COLUNA

16 de Junho de 2005
Mário Coluna, a locomotiva do Alto Mahé, chegou ao Benfica em 1954, no mesmo ano em que o Benfica iniciava a sua revolução com Otto Glória sob a presidência de Joaquim Bogalho. A sua influência quer na equipa da Luz como na selecção nacional foi tão grande durante os anos 60 que, pode-se dizer, sem a sua presença a meio campo nenhum das duas formações seria tão forte. Chegou rotulado do Desportivo de Lourenço Marques rotulado de ponta de lança goleador.

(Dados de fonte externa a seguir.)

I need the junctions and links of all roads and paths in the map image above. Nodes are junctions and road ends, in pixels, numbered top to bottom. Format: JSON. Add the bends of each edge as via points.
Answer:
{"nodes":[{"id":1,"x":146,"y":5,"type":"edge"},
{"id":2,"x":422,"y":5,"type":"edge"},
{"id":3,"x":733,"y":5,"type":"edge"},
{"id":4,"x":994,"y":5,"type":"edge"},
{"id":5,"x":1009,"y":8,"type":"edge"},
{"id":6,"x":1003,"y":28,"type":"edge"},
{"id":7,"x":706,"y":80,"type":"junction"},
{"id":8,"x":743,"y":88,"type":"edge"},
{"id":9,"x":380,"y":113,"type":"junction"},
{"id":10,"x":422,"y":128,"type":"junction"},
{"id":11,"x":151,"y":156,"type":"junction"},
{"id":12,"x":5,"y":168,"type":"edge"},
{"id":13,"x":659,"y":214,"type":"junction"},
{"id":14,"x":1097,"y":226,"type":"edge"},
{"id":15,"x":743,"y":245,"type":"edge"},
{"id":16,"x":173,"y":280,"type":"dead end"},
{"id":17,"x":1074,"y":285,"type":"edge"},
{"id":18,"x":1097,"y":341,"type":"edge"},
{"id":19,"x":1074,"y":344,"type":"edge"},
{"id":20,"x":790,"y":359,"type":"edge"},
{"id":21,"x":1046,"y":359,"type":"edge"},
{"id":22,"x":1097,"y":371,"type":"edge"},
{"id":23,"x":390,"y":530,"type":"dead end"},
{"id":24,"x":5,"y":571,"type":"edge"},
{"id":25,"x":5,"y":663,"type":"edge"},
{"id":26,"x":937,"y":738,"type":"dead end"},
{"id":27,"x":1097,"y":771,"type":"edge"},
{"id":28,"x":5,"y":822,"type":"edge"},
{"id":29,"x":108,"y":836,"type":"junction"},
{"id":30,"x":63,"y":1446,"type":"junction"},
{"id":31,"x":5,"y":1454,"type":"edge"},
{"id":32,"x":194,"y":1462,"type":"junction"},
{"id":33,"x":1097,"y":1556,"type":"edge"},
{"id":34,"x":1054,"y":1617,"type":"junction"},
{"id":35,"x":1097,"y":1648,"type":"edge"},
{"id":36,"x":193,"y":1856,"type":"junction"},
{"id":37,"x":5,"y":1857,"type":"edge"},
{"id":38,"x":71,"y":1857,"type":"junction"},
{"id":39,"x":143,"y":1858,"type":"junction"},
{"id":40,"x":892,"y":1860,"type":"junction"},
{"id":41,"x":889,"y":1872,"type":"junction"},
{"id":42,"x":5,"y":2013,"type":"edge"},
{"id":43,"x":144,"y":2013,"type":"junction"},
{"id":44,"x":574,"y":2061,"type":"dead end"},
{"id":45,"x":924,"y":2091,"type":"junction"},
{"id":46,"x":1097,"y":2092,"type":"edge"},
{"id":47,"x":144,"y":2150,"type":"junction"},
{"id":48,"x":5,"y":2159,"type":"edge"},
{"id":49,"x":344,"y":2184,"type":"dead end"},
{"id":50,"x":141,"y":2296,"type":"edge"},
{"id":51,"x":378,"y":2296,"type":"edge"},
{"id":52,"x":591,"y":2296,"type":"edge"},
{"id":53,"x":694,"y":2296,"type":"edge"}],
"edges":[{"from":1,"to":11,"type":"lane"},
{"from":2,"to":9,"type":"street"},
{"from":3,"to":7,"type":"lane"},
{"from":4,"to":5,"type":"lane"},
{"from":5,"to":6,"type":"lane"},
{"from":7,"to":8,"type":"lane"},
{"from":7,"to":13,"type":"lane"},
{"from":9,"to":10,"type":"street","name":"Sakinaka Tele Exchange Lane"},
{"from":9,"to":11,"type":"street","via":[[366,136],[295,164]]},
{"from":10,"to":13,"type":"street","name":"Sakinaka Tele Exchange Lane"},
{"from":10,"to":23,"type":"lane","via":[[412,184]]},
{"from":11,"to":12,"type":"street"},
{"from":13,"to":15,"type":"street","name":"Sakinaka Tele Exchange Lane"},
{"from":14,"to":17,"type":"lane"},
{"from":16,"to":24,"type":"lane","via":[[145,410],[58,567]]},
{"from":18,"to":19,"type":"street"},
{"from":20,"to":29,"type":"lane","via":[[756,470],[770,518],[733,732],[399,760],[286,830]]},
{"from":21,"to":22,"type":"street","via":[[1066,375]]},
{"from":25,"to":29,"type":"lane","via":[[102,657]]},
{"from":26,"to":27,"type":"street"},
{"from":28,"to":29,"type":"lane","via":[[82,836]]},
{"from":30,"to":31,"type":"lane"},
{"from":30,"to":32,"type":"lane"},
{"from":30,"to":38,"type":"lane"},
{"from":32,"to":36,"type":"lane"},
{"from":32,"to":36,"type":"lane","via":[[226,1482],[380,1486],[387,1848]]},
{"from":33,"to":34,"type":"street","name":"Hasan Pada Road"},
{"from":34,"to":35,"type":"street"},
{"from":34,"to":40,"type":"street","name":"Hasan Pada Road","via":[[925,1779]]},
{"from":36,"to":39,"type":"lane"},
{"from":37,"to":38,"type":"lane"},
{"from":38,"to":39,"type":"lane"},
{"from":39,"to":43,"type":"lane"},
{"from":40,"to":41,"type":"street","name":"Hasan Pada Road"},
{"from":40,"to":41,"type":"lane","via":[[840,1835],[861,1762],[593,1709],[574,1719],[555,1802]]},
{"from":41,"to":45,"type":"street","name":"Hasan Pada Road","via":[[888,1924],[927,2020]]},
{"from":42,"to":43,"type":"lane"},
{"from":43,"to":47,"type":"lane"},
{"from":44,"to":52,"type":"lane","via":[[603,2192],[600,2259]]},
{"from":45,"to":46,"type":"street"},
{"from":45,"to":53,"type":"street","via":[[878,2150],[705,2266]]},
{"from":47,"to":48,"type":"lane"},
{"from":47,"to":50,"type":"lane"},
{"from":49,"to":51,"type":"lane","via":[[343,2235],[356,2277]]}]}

De inicio, não foi titular, até que Otto Glória percebeu a sua verdadeira vocação em campo: médio centro. Seria ai, segurando as rédeas da equipa que ficaria famoso, com o seu perfil de patrão sereno, grande pulmão, técnica e força. Em 1961, Bela Guttmann definia assim o jogo de Coluna: “Ele não pode mais ser, dentro do sistema actual do Benfica, aquele jongleur a que o público estava habituado. Eu não me recordo nunca de ter visto Coluna jogar mal. Pode estar infeliz, como qualquer mortal, mas é raro. Não pode ser é um espectáculo. Ele tem de ser é o chefe da equipa!”